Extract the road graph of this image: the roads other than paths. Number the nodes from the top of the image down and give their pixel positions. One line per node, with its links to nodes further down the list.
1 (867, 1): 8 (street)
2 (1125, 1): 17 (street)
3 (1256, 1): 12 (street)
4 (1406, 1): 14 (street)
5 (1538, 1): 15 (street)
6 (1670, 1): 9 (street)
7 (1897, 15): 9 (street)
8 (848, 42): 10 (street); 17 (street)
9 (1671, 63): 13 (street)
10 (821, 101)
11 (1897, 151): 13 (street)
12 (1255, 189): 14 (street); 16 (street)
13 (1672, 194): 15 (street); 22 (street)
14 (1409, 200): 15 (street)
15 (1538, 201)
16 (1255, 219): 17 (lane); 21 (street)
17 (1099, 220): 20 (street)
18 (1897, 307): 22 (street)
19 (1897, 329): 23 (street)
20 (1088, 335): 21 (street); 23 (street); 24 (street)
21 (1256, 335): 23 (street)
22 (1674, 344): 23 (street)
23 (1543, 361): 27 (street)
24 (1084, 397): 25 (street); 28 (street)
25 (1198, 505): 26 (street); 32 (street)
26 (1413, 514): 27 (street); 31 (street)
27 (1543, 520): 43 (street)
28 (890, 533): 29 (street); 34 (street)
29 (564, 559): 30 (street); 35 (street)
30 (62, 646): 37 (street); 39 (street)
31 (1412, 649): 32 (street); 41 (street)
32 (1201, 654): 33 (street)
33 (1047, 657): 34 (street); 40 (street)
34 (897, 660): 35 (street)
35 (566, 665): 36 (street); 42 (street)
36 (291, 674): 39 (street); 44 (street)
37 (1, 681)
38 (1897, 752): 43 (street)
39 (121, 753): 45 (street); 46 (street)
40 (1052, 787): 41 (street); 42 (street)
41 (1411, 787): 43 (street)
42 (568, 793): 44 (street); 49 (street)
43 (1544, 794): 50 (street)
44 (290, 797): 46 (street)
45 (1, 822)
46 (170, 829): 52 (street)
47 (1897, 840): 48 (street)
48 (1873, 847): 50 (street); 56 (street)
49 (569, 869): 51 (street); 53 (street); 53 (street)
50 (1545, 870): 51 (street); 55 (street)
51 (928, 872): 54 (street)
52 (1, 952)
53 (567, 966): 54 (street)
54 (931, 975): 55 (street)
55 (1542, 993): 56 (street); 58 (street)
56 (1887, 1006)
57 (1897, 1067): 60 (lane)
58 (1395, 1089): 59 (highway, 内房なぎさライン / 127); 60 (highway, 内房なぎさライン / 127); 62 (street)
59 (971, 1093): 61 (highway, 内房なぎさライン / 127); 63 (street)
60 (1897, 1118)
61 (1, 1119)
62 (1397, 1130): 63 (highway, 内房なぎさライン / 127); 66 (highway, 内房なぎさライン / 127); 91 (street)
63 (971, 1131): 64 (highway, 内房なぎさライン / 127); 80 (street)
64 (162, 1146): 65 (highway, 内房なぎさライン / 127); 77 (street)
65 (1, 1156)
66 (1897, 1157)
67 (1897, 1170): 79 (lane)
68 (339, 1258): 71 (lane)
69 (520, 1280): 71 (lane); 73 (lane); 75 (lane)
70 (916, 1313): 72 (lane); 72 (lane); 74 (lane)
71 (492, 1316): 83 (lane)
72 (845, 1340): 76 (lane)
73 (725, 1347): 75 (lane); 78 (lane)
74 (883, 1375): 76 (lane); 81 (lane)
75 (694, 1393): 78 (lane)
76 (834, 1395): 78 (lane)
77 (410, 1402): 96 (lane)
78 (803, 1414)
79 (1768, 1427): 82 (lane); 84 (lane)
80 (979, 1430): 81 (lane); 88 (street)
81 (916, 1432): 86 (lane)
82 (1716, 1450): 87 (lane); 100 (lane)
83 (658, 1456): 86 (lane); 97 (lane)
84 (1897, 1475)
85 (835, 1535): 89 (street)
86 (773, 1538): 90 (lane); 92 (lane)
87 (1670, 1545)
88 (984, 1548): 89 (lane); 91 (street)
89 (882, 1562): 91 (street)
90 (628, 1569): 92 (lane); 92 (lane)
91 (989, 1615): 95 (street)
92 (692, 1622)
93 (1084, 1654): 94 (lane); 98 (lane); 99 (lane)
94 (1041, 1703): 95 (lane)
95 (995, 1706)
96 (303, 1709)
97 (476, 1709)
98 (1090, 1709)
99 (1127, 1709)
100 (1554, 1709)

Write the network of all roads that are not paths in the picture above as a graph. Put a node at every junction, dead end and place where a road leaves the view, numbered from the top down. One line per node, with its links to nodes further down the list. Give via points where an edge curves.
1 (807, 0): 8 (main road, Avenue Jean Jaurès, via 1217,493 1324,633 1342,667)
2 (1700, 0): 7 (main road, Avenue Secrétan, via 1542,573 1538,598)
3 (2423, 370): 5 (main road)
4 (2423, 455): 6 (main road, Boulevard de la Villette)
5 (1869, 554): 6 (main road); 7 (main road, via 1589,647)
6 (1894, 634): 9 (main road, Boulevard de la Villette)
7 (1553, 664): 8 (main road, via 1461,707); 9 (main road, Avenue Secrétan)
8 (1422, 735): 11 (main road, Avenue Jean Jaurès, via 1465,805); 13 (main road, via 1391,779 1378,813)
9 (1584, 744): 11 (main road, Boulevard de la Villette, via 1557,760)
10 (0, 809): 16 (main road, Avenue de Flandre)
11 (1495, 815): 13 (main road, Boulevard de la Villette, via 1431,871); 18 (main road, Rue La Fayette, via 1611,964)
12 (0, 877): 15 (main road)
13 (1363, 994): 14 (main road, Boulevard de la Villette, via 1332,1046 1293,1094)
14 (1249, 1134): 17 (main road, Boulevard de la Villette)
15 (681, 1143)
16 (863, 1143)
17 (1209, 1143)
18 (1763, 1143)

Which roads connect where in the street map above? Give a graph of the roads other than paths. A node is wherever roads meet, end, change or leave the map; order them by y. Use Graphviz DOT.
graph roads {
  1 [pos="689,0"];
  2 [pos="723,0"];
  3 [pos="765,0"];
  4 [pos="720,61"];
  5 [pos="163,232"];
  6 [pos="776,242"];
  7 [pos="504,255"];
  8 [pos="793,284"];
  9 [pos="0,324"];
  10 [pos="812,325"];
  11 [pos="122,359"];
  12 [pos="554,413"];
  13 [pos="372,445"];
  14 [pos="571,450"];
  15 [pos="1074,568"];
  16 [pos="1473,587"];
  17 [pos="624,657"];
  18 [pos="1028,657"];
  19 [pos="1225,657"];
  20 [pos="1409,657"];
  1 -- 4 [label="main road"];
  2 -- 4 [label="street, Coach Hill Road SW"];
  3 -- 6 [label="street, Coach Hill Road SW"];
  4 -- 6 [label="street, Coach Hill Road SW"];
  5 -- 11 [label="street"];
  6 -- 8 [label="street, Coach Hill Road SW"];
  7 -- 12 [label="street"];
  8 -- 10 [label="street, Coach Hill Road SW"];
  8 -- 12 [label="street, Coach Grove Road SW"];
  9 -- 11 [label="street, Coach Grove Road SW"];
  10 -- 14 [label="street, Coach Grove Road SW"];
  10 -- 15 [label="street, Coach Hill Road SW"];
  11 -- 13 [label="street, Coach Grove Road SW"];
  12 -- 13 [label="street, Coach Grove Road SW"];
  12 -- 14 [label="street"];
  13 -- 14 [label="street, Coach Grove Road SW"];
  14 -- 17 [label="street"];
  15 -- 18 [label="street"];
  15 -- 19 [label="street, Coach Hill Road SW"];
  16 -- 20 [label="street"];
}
◇ ◇ ◇ ◇ ◇ ◇ ◇
● Action item
If the string "Avenue" is in a line of the entries, pick that line out.

● Expected output
1 (807, 0): 8 (main road, Avenue Jean Jaurès, via 1217,493 1324,633 1342,667)
2 (1700, 0): 7 (main road, Avenue Secrétan, via 1542,573 1538,598)
7 (1553, 664): 8 (main road, via 1461,707); 9 (main road, Avenue Secrétan)
8 (1422, 735): 11 (main road, Avenue Jean Jaurès, via 1465,805); 13 (main road, via 1391,779 1378,813)
10 (0, 809): 16 (main road, Avenue de Flandre)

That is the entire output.